[Stored data entries]
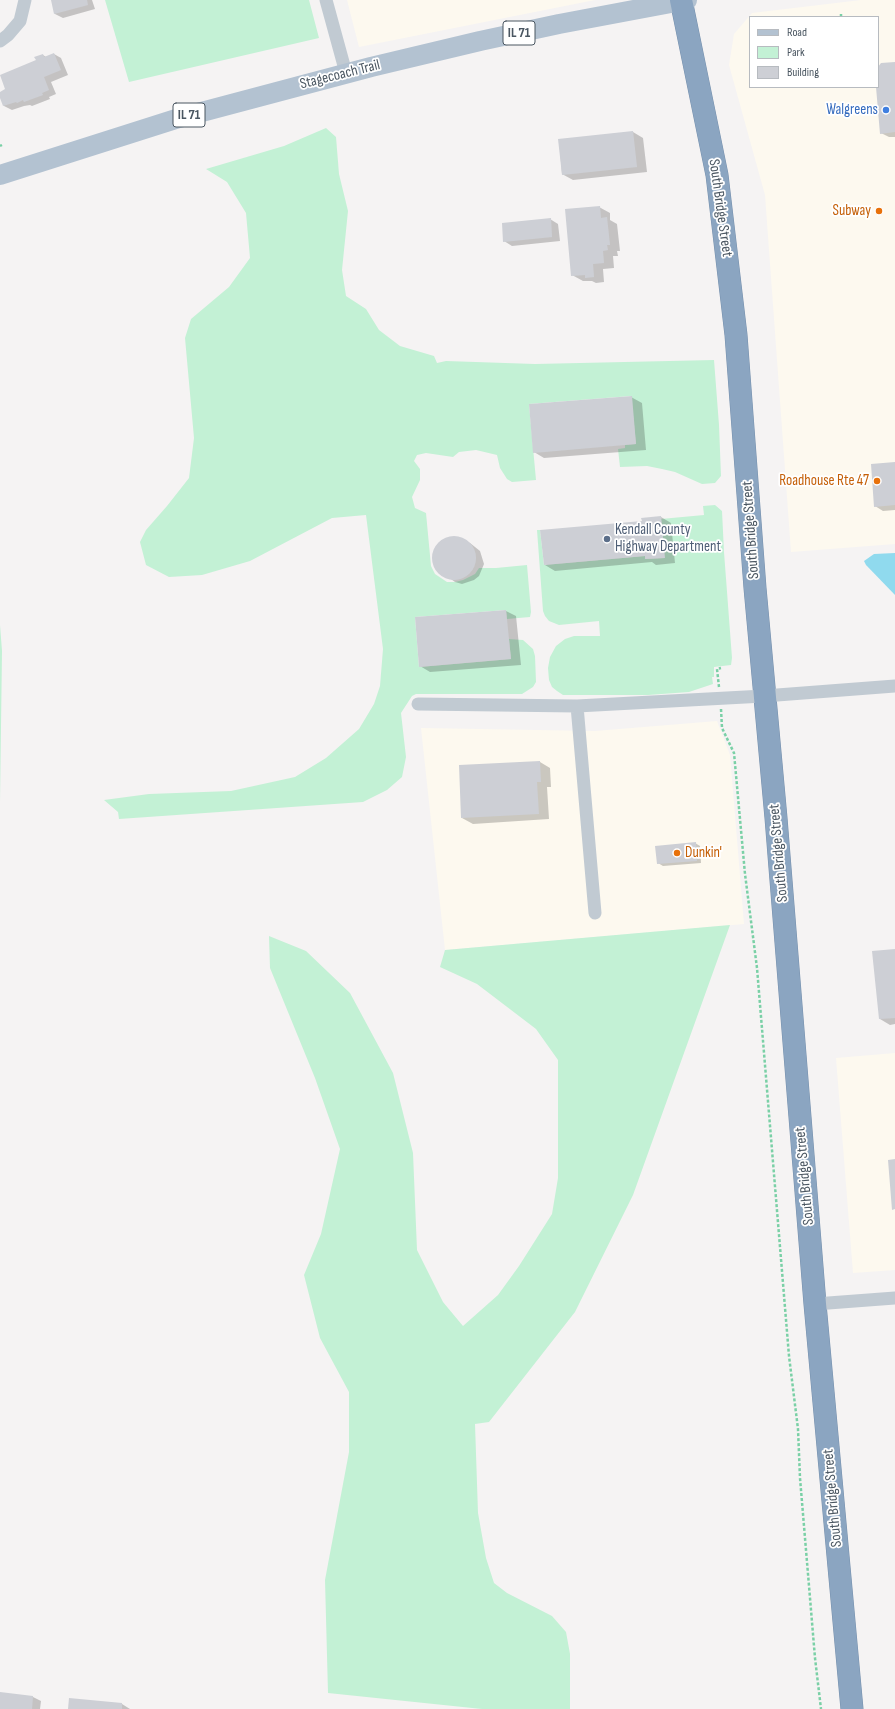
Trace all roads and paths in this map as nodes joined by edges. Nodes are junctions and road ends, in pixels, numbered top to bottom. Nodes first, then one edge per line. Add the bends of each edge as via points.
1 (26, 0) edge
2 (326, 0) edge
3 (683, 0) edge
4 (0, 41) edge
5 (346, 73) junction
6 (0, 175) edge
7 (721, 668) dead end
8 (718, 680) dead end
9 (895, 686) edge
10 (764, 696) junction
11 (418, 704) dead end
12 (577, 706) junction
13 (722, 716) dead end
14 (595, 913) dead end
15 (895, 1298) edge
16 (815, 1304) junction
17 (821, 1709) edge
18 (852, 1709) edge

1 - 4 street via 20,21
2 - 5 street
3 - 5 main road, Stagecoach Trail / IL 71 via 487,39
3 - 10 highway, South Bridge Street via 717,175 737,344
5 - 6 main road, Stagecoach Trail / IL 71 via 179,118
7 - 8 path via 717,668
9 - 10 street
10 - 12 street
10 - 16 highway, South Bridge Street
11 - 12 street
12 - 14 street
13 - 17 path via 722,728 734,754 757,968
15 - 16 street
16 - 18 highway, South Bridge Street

...

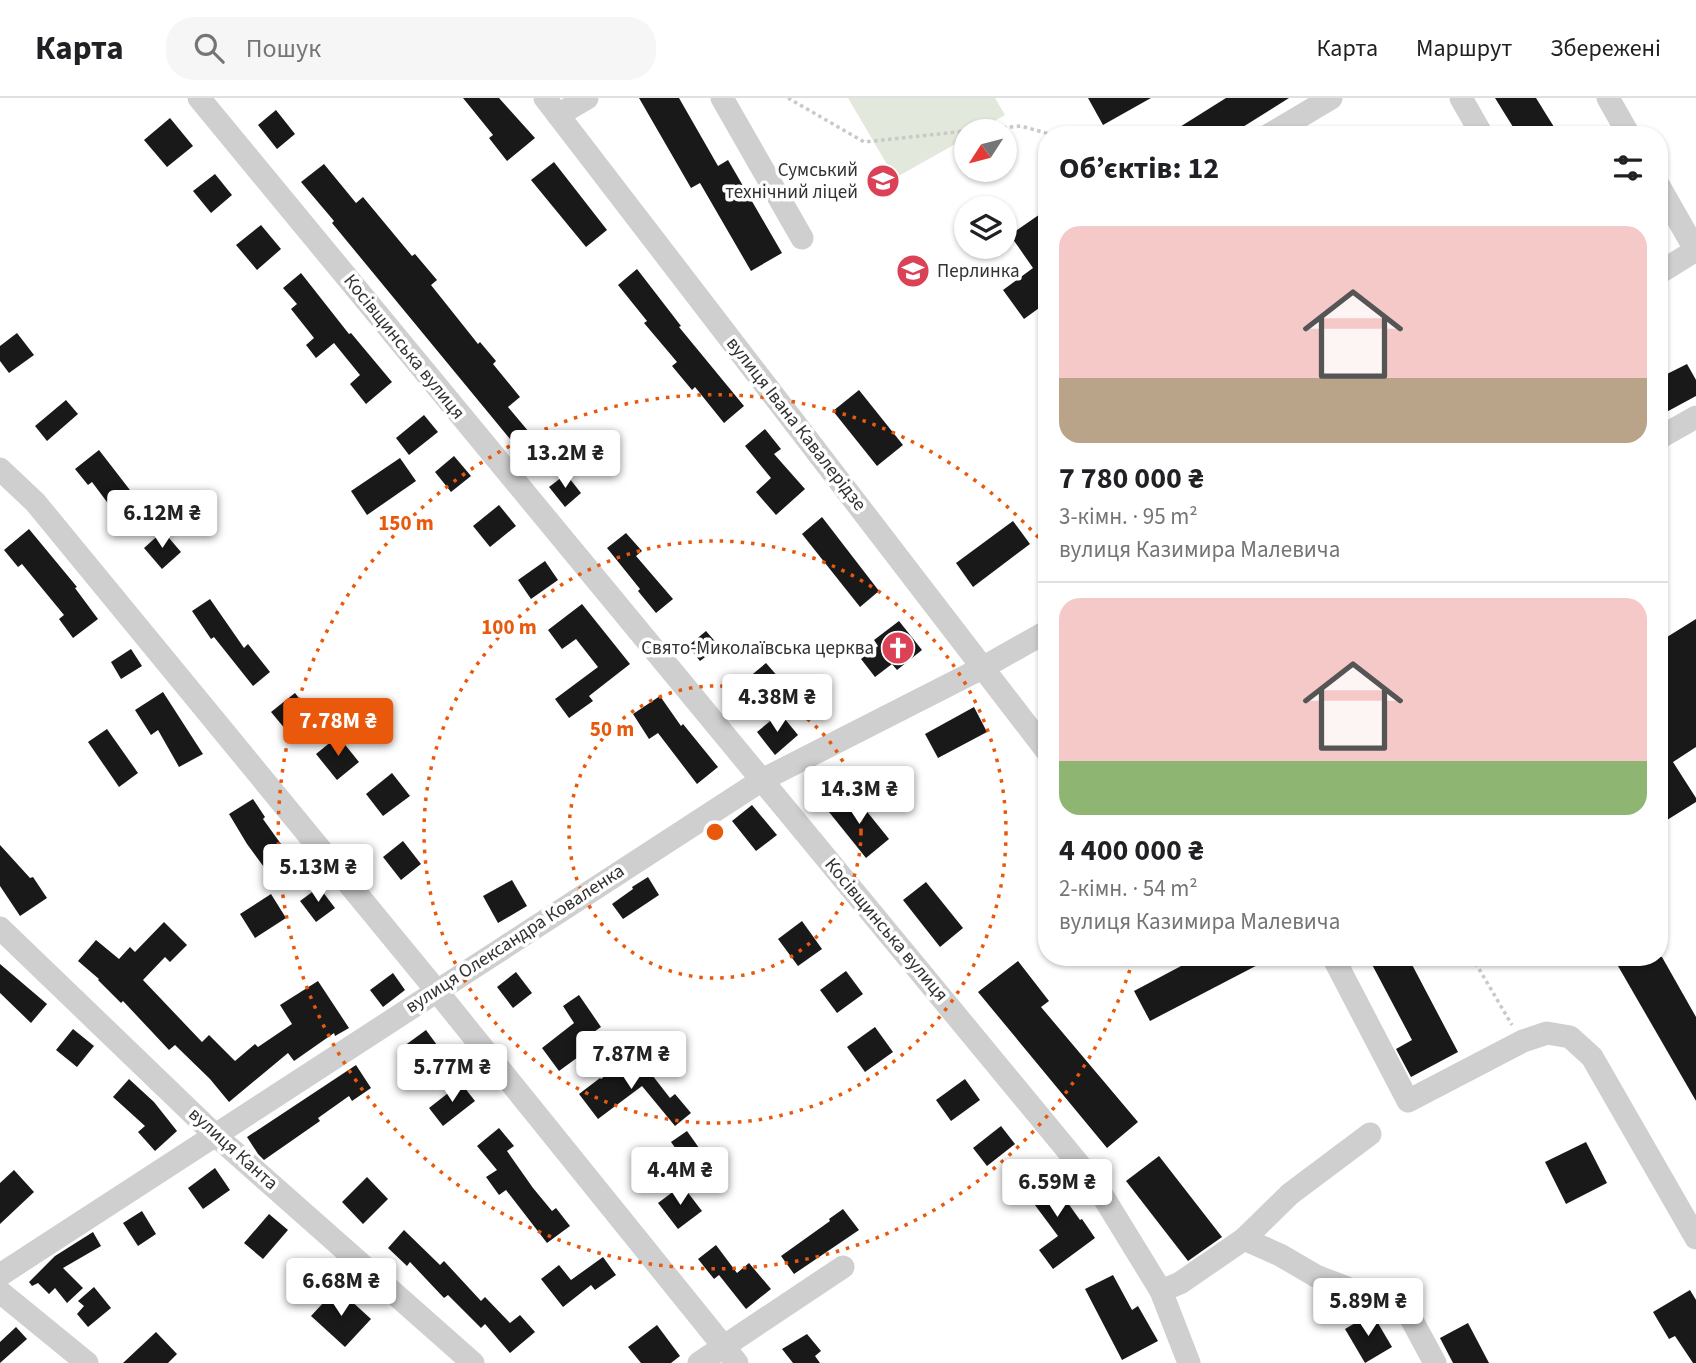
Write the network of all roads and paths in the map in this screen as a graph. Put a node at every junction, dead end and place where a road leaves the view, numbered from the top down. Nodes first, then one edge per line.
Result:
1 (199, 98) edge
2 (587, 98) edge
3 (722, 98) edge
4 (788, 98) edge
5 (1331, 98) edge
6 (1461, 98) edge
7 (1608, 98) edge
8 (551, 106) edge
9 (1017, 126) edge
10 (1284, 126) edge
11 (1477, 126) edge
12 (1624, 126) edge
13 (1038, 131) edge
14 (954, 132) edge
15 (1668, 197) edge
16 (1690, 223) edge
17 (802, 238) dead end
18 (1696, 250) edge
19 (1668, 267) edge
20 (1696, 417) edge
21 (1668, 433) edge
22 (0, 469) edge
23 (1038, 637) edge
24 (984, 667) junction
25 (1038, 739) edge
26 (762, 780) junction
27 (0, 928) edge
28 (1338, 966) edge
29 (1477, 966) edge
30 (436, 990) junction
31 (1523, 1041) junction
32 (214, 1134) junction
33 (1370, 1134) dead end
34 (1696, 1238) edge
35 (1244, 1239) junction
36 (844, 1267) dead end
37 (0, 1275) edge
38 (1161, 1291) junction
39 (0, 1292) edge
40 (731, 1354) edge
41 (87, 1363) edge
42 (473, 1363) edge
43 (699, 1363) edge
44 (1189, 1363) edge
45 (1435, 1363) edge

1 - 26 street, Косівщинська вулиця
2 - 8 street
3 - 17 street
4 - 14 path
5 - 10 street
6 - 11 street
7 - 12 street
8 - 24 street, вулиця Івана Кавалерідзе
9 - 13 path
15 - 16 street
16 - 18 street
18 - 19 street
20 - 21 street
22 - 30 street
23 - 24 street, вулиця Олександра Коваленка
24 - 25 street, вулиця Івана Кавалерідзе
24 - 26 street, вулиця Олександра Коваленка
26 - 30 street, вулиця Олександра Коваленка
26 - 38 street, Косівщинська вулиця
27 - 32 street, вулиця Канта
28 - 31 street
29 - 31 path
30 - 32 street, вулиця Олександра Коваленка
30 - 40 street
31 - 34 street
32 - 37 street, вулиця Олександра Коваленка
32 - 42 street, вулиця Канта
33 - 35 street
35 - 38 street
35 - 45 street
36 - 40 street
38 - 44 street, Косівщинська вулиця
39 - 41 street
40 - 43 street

---

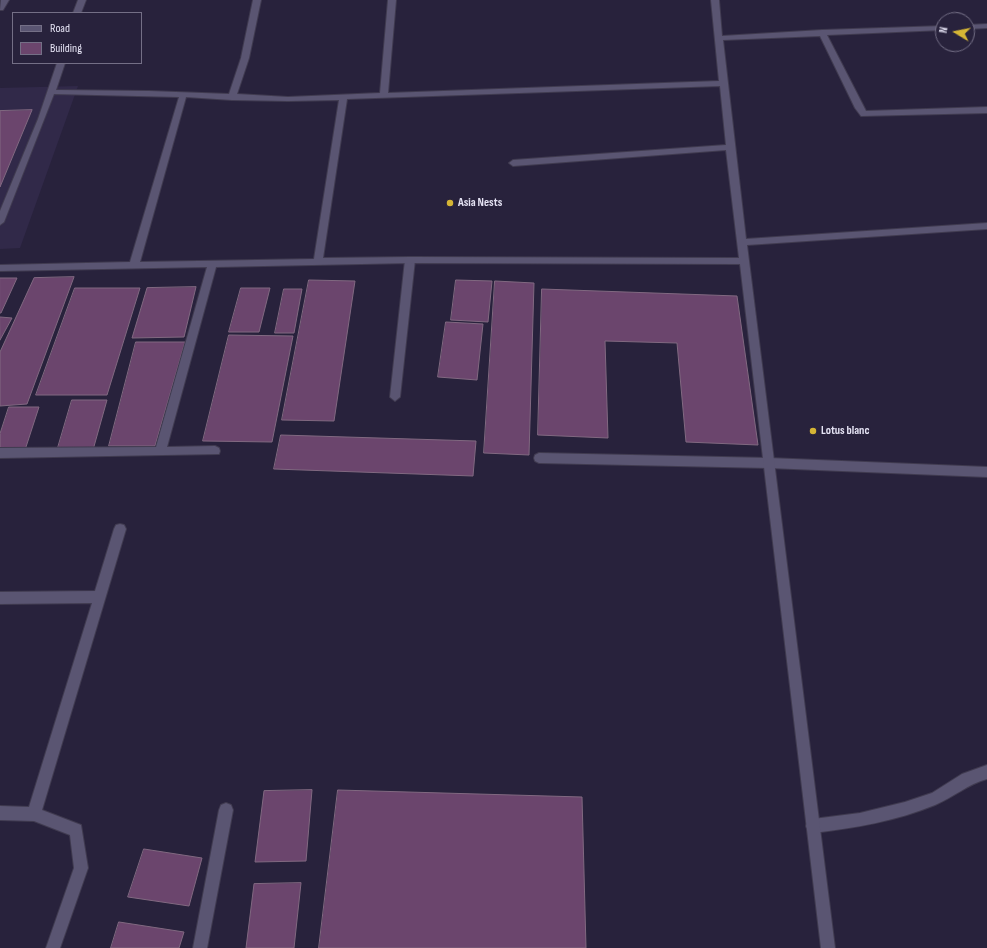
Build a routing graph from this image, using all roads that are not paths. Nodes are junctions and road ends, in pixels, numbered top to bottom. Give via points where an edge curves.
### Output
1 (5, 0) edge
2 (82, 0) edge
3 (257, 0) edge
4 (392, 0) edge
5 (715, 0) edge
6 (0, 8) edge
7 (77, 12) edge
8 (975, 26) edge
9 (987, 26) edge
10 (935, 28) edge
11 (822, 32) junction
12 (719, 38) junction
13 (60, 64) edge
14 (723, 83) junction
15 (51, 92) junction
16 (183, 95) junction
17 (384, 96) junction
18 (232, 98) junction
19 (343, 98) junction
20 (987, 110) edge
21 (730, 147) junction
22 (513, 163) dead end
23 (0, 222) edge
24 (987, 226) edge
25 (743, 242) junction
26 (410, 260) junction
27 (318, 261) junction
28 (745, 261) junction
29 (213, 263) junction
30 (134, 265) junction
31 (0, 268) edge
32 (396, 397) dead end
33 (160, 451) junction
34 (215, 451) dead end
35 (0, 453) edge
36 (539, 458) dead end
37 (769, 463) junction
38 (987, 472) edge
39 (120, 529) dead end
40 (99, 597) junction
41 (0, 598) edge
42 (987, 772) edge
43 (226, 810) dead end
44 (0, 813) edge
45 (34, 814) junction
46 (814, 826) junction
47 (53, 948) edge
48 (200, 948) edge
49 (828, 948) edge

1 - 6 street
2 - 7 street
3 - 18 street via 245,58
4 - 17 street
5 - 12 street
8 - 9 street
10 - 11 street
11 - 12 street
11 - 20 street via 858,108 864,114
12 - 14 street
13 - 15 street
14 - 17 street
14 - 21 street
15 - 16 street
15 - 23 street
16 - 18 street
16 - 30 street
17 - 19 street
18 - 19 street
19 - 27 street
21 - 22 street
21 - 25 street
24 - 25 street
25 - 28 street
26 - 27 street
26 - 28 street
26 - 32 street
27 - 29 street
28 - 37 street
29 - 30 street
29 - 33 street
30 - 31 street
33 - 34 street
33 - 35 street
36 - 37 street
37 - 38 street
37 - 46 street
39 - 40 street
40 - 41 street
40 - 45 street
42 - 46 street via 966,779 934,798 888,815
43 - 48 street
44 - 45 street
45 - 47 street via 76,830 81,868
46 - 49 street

[Required action]: Copy every line of the data above in which the string "from" appears.

[Written answer]:
Write the network of all roads and paths in the map in this screen as a graph. Put a node at every junction, dead end and place where a road leaves the view, numbered from the top down. Nodes first, then one edge per line.
Build a routing graph from this image, using all roads that are not paths. Nodes are junctions and road ends, in pixels, numbered top to bottom. Give via points where an edge curves.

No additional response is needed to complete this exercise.